START Source material

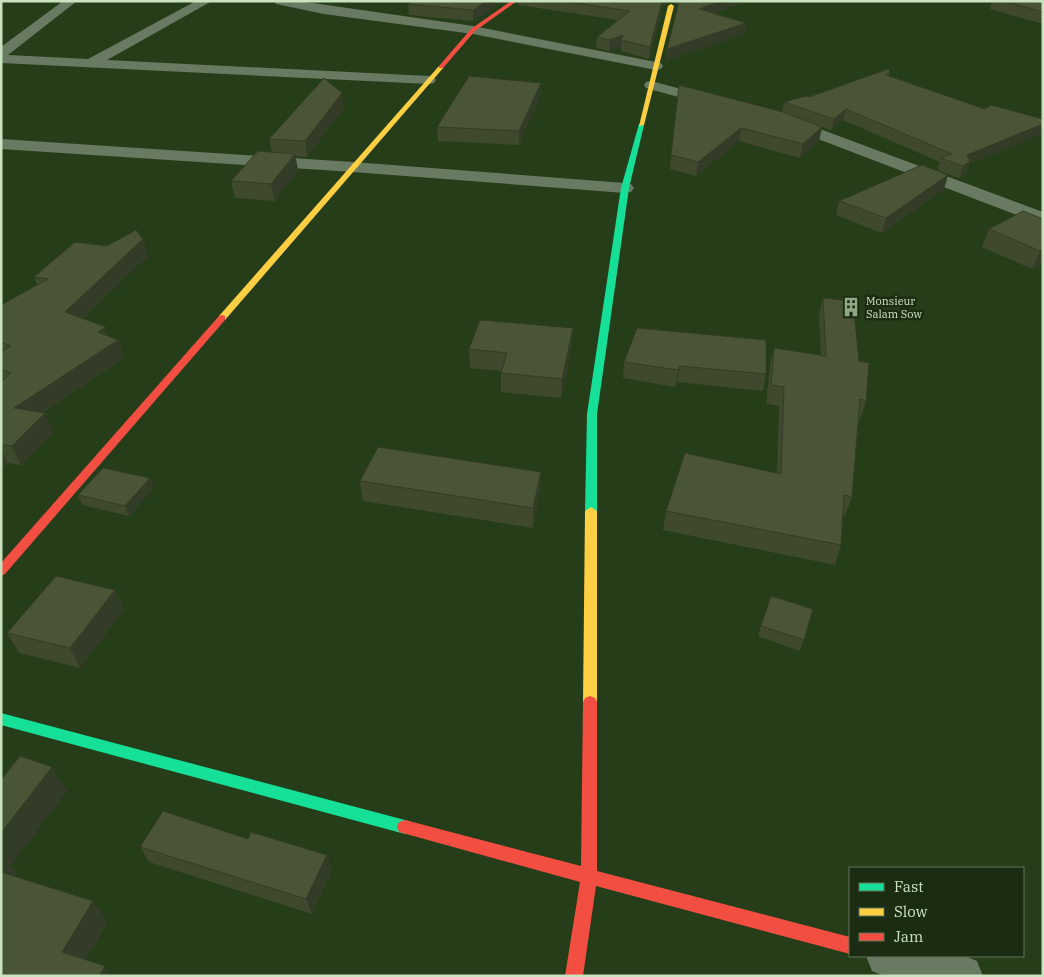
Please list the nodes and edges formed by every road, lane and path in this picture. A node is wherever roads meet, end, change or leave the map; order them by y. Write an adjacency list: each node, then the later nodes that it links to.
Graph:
1 (72, 1): 7 (street)
2 (206, 1): 9 (street)
3 (280, 1): 6 (street)
4 (515, 1): 6 (street)
5 (671, 6): 10 (street)
6 (473, 30): 10 (street); 11 (street)
7 (1, 54)
8 (1, 59): 9 (street)
9 (90, 63): 11 (street)
10 (656, 66): 12 (street)
11 (429, 80): 16 (street)
12 (651, 85): 13 (street); 17 (street)
13 (732, 107)
14 (768, 116): 18 (street)
15 (1, 144): 16 (street)
16 (353, 167): 17 (street); 19 (street)
17 (625, 188): 21 (street)
18 (1043, 219)
19 (1, 571)
20 (1, 719): 21 (street)
21 (589, 876): 22 (street); 24 (street)
22 (849, 946)
23 (891, 957): 25 (street)
24 (574, 976)
25 (962, 976)

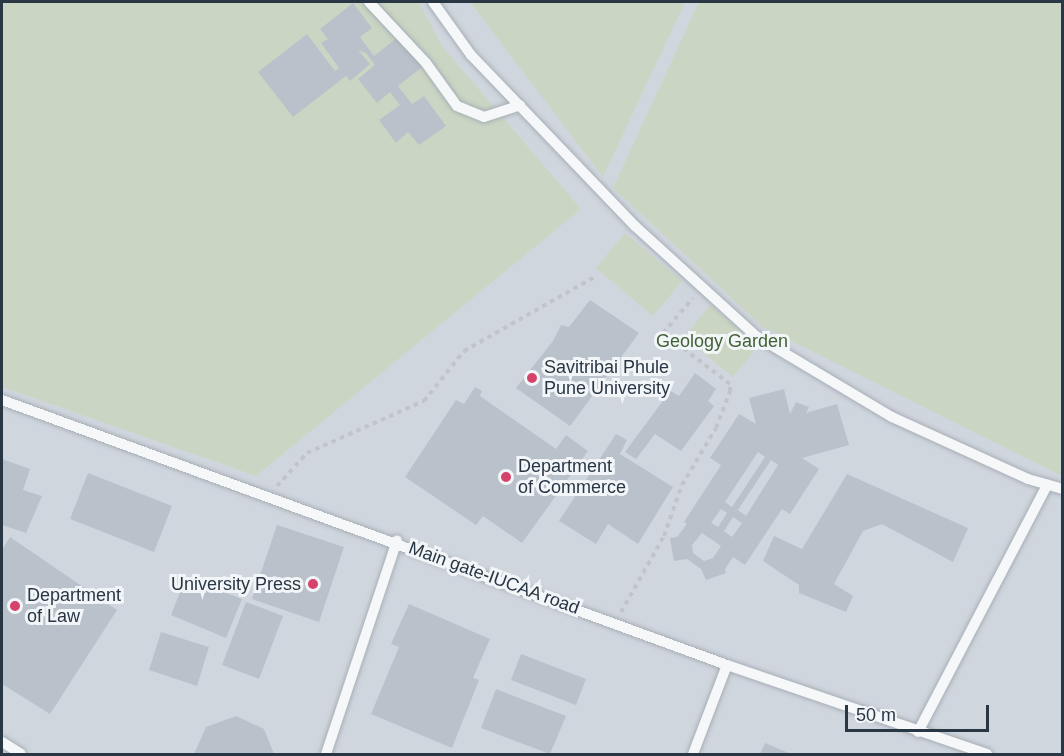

END Source material

## What you have to do
Would you return the material exactly, images excluded?

## Answer to this problem
Please list the nodes and edges formed by every road, lane and path in this picture. A node is wherever roads meet, end, change or leave the map; order them by y. Write an adjacency list: each node, then the later nodes that it links to.
Graph:
1 (72, 1): 7 (street)
2 (206, 1): 9 (street)
3 (280, 1): 6 (street)
4 (515, 1): 6 (street)
5 (671, 6): 10 (street)
6 (473, 30): 10 (street); 11 (street)
7 (1, 54)
8 (1, 59): 9 (street)
9 (90, 63): 11 (street)
10 (656, 66): 12 (street)
11 (429, 80): 16 (street)
12 (651, 85): 13 (street); 17 (street)
13 (732, 107)
14 (768, 116): 18 (street)
15 (1, 144): 16 (street)
16 (353, 167): 17 (street); 19 (street)
17 (625, 188): 21 (street)
18 (1043, 219)
19 (1, 571)
20 (1, 719): 21 (street)
21 (589, 876): 22 (street); 24 (street)
22 (849, 946)
23 (891, 957): 25 (street)
24 (574, 976)
25 (962, 976)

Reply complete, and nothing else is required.